Depuis la réinstallation du gouvernement de Transition le 23 septembre dernier, les choses sont allées très vite. C’est une chasse aux auteurs du coup d’Etat et à leurs commanditaires qui est ouverte. L’une des toutes premières décisions de Michel Kafando et les siens a été de dissoudre le maléfique Rsp. Et le lendemain, la Justice a pris le relais. Par ordonnance datée du vendredi 25 septembre dernier, le Procureur général près la Cour d’appel de Ouagadougou, Laurent Poda a décidé de geler les avoirs d’un certain nombre de personnes ou d’organisations politiques reconnues comme auteurs, commanditaires ou complices du putsch, dont le couple Diendéré, le Cdp qui est l’ancien parti au pouvoir.
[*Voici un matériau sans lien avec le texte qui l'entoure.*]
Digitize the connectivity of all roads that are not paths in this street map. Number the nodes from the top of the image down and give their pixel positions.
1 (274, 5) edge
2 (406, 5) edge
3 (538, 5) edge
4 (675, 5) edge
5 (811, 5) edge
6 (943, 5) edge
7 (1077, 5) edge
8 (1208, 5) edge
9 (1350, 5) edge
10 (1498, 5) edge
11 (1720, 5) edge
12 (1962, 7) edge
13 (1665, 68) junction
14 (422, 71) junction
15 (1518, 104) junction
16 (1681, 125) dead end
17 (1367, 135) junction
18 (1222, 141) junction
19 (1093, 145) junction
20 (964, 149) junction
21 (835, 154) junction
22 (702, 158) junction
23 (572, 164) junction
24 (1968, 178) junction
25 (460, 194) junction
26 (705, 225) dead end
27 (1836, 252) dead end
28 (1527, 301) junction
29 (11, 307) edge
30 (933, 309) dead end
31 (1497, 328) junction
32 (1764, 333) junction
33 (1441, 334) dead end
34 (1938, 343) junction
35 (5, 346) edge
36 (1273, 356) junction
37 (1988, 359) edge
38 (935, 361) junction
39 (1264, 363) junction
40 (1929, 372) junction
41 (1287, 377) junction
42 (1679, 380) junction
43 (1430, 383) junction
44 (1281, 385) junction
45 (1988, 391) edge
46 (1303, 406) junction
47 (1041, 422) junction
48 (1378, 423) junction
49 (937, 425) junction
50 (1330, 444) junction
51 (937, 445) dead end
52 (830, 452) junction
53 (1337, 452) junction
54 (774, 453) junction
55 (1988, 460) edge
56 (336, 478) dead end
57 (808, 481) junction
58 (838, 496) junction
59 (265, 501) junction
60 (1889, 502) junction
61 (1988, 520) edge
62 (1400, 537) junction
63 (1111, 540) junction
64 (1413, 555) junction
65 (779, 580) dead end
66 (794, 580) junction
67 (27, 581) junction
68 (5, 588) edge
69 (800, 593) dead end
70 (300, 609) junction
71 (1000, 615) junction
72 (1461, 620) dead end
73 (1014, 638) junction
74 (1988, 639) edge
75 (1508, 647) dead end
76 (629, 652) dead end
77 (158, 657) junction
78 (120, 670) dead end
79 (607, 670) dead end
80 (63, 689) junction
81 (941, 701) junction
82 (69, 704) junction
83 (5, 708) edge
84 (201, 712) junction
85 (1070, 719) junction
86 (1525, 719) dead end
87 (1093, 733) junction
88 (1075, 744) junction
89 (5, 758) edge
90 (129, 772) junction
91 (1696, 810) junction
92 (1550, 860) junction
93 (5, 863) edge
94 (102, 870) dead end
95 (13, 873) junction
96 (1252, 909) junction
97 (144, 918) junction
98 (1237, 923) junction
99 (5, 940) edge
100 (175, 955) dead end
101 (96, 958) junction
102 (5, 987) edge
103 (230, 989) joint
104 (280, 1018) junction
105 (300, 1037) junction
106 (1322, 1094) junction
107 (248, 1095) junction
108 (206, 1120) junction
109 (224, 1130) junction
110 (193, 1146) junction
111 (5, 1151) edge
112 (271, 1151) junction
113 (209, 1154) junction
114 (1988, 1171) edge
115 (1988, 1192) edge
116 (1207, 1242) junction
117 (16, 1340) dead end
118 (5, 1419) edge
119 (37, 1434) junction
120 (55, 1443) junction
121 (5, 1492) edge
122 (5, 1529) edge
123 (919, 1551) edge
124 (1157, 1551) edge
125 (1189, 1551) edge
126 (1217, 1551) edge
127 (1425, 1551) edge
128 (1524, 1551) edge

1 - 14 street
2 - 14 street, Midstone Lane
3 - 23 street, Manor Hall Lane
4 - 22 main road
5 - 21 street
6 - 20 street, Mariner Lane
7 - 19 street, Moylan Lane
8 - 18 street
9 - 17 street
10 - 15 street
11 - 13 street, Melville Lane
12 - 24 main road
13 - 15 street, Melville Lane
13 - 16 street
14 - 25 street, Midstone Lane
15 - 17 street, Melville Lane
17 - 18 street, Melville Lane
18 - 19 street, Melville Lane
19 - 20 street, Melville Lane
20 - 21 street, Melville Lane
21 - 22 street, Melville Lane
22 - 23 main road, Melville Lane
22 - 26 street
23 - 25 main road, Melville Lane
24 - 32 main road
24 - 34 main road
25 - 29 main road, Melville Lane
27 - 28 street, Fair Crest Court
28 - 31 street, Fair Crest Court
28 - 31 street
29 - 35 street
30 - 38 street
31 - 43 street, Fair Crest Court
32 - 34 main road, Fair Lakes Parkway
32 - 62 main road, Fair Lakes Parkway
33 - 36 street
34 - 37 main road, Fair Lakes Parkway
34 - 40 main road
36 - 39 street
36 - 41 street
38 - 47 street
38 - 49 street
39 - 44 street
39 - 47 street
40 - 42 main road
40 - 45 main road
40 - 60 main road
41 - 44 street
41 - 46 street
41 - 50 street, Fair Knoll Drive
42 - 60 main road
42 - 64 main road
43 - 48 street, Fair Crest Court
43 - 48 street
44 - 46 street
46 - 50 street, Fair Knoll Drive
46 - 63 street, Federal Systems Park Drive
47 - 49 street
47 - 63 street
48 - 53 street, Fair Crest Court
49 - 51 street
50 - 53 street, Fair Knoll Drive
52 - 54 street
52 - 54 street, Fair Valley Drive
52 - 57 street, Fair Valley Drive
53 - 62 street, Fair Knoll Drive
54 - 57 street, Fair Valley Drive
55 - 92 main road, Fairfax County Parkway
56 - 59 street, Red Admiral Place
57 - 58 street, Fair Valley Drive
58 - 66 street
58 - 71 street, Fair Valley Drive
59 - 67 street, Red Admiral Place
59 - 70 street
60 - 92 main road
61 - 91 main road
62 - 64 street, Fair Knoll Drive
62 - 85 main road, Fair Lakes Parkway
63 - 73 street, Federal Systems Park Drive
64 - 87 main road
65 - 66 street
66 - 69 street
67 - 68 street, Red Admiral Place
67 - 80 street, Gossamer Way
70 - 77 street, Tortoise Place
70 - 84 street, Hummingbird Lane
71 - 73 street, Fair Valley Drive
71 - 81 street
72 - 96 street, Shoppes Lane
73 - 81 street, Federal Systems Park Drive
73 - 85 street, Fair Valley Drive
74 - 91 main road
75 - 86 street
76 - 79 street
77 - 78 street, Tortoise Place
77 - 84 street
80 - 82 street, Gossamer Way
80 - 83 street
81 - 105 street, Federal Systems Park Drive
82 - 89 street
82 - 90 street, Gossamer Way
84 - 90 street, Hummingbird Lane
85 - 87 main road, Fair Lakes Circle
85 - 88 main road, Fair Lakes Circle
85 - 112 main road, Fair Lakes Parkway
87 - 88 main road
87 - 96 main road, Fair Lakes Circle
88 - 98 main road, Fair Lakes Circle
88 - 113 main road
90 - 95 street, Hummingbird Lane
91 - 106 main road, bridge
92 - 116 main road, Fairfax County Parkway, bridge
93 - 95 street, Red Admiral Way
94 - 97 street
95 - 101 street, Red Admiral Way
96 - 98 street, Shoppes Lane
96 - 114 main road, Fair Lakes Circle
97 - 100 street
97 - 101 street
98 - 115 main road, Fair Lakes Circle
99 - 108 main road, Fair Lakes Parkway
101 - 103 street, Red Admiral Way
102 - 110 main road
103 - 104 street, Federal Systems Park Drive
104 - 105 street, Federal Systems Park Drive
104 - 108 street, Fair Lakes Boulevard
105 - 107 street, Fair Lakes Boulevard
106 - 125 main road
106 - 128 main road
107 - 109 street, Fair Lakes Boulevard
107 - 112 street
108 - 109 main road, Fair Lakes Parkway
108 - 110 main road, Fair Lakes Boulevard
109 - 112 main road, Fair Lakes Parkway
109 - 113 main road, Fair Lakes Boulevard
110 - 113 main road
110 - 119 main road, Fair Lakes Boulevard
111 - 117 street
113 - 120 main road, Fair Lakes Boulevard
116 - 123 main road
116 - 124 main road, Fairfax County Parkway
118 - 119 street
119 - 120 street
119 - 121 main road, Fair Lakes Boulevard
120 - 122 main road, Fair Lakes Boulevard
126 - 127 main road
Mais parmi les personnalités ciblées, se trouve aussi un homme, Djibril Bassolé qui a presqu’élu domicile au Togo depuis la chute de Blaise Compaoré.

Cet ancien ministre des Affaires étrangères et l’un des tout-puissants collaborateurs de Blaise Compaoré qui avait tissé sa toile dans les médiations faites dans des crises politiques sur le continent par son ex-mentor, était en effet déjà assez proche du régime Rpt/Unir de Lomé avec sa présence dans le dossier du dialogue intertogolais. C’est lui qui est souvent envoyé par Blaise Compaoré dans notre pays. Ainsi des accointances sont nées avec le régime Faure Gnassingbé. Mais depuis la chute du Facilitateur et la débandade dans les rangs de ses ex-collaborateurs, si la plupart ont trouvé des abris en Cote d’Ivoire, Djibril Bassolé, lui, chuté au Togo. Plus qu’un simple refuge, c’est plutôt du boulot qu’il a trouvé auprès de Faure Gnassingbé. Pour ceux qui ne le savent peut-être pas, il est engagé comme consultant en sécurité maritime, une problématique qui tient tant à cœur au Prince de Lomé II. Ainsi, Bassolé doit être dans son premier cercle fermé et les deux doivent se partager des confidences. Alors Faure Gnassingbé sait-il quelque chose du coup d’Etat dans lequel son consultant est impliqué ? Voilà la grosse énigme. Soit relevé en passant, l’implication ou la complicité alléguées de la Côte d’Ivoire dans la survenue du coup d’Etat sont renforcées par la présence à Abidjan, cinq (05) jours avant le putsch, du Général Gilbert Diendéré. Pour les résistants burkinabés, cette présence lui a permis de régler les derniers détails du complot avec Blaise Compaoré.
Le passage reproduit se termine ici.